Of course, a lot investing activities these are ‘faith based’ rather than fact based. MEME stocks – see Reddit’s take on this – are just a collection of hot stocks with a large following and a positive price trend. It’s like the Nifty-Fifty of yesteryears. They did good for a while until the next bear market.

So the question this year is whether you should trade based on sentiment. Well, if I am interested in the BUZZ ETF, I will only buy a very small portion to test the waters. But given how new this ETF is, I will wait for it to gain some traction before jumping in. I want to see real money following the buzz.

Using Twitter Messages To Predict Stock Markets?

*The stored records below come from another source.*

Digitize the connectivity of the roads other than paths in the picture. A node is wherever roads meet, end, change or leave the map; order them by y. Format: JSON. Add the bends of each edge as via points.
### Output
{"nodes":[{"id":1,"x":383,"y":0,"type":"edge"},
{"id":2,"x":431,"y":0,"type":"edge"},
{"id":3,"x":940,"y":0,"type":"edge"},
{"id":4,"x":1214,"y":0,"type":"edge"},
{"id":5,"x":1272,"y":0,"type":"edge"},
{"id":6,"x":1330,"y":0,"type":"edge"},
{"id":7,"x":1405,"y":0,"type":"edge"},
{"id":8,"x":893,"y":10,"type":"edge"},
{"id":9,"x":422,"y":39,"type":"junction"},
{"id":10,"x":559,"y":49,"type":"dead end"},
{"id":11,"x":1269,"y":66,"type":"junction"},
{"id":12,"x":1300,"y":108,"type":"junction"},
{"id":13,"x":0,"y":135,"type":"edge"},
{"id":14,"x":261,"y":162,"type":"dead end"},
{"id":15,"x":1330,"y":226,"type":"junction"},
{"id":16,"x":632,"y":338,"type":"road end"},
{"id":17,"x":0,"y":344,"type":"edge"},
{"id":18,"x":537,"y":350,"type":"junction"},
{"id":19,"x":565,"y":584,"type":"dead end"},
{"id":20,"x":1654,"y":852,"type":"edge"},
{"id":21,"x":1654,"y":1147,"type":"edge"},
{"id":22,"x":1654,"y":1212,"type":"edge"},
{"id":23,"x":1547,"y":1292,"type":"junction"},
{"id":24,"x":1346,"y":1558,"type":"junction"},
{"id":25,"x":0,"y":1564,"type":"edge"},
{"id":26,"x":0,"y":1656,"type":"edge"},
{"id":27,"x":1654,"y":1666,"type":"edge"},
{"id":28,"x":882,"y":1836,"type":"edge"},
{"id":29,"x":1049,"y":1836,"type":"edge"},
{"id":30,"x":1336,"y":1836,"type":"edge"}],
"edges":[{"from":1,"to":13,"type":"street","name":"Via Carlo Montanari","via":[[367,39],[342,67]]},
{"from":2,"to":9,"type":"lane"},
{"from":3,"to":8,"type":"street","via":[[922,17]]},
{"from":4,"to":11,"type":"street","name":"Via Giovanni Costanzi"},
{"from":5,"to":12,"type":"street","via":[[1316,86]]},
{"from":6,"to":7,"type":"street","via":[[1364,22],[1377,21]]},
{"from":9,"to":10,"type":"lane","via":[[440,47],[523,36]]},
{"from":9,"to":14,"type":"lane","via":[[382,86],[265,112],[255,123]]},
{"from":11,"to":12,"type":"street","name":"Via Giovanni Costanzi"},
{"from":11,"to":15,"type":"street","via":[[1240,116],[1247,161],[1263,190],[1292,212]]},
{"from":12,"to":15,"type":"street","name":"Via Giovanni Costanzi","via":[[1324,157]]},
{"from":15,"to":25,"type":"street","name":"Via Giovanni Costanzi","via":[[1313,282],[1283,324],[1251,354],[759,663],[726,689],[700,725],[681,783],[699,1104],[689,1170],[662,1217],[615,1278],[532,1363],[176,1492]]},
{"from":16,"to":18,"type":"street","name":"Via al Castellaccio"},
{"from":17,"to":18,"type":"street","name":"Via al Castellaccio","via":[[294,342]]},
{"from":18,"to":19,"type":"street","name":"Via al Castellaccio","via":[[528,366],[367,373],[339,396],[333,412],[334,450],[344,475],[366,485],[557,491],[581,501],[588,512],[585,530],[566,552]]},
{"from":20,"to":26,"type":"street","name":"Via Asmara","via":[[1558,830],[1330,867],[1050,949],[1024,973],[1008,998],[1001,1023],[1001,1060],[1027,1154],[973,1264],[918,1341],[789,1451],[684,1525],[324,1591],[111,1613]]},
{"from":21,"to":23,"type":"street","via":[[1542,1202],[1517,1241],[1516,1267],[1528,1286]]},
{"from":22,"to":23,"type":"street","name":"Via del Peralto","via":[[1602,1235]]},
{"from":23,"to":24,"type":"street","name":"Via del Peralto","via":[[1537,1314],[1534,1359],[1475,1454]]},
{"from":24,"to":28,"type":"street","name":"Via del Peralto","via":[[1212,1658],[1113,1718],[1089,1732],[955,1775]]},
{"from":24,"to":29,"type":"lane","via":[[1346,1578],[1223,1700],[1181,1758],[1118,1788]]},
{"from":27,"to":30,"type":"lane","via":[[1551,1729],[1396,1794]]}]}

JP Morgan’s ‘Volfefe Index’, idea is not a new one. In fact, researchers have been testing on this idea for years, ie, using Twitter as a proxy for market and public sentiment and its predictability on markets.

In fact, CMC Markets produced a handy infographic on market movements caused by Twitter sentiment.

As early as 2010, Bollen et al from Indiana University used 9 million+ Twitter feeds as a proxy for public mood. They tested changes in these messages against the subsequent movements in DJIA and found some association. It was the first time that a connection was scientifically made between Twitter massages and market movements.

Later, two Stanford researchers also affirmed Bollen’s study when they use Twitter feeds to predict DJIA. Their study used neural network. Since then, many other studies have been published.

These results caught the eye of some practitioners. Derwent Capital Markets, in 2010, was launched with this concept. Their edge was to employ Twitter feeds as the raw material. After some statistical analyses, these results are used to bet on market movements.

But their efforts did not translate into marketing and financial success.Why? Presumably, I suspect the Twitter space is far too noisy.

Remember, Twitter is a crowd-sourced messaging service. Some messages are genuine; some are not (fake news, they call it). Segregating them is hard work. Even then, with all the results the ‘edge’ may be too small to earn above-market returns in reality. Friction costs money.

How To Use Twitter Effectively For Trading

As of March 21, 2019 this year, Twitter has officially became a teenager. A mature social media platform used by millions. It has become a go-to place for many investors, traders, and financiers. Financial twitter is now a very active place for all sorts of market banters. You can benefit from using the platform too. Here are some tips to use them effectively for forex speculation, financial spread betting and CFD trading:

  • Follow selectively. Some CEOs and heavy hitters actively use Twitter to promote their views and products. Some don’t. For example, you can learn a lot from Mohamed El Elrian and Ray Dalio’s tweets. But not Warren Buffet. As of 2019, the third richest man in the world had a grand total of 9 tweets – but 1.5 million followers.
  • Use Twitter for stock research – Check out if the CEO of a listed firm has a habit of posting disruptive tweets. Some do – like Elon Musk of Tesla inc (TSLA). If you own this stock, following Musk’s tweet is almost essential. Also, Twitter space can produced heated arguments, say, between bullish and bearish camp of Tesla. You can listen to both sides for your portfolio.
  • Subscribe to news feed. These feeds may give you some market-moving ideas:
  • Use data mining tools. Twitter is a voluminous source of info. These tools can help you analyse and aggregate the impact of tweets, summarise collective information, and backtest some ideas. Some useful tools include:
    • Dataminr Has direct access to the company’s firehose.
    • Python – its twitter module is very useful
  • Interact and network. If you interact more, you may get more ideas.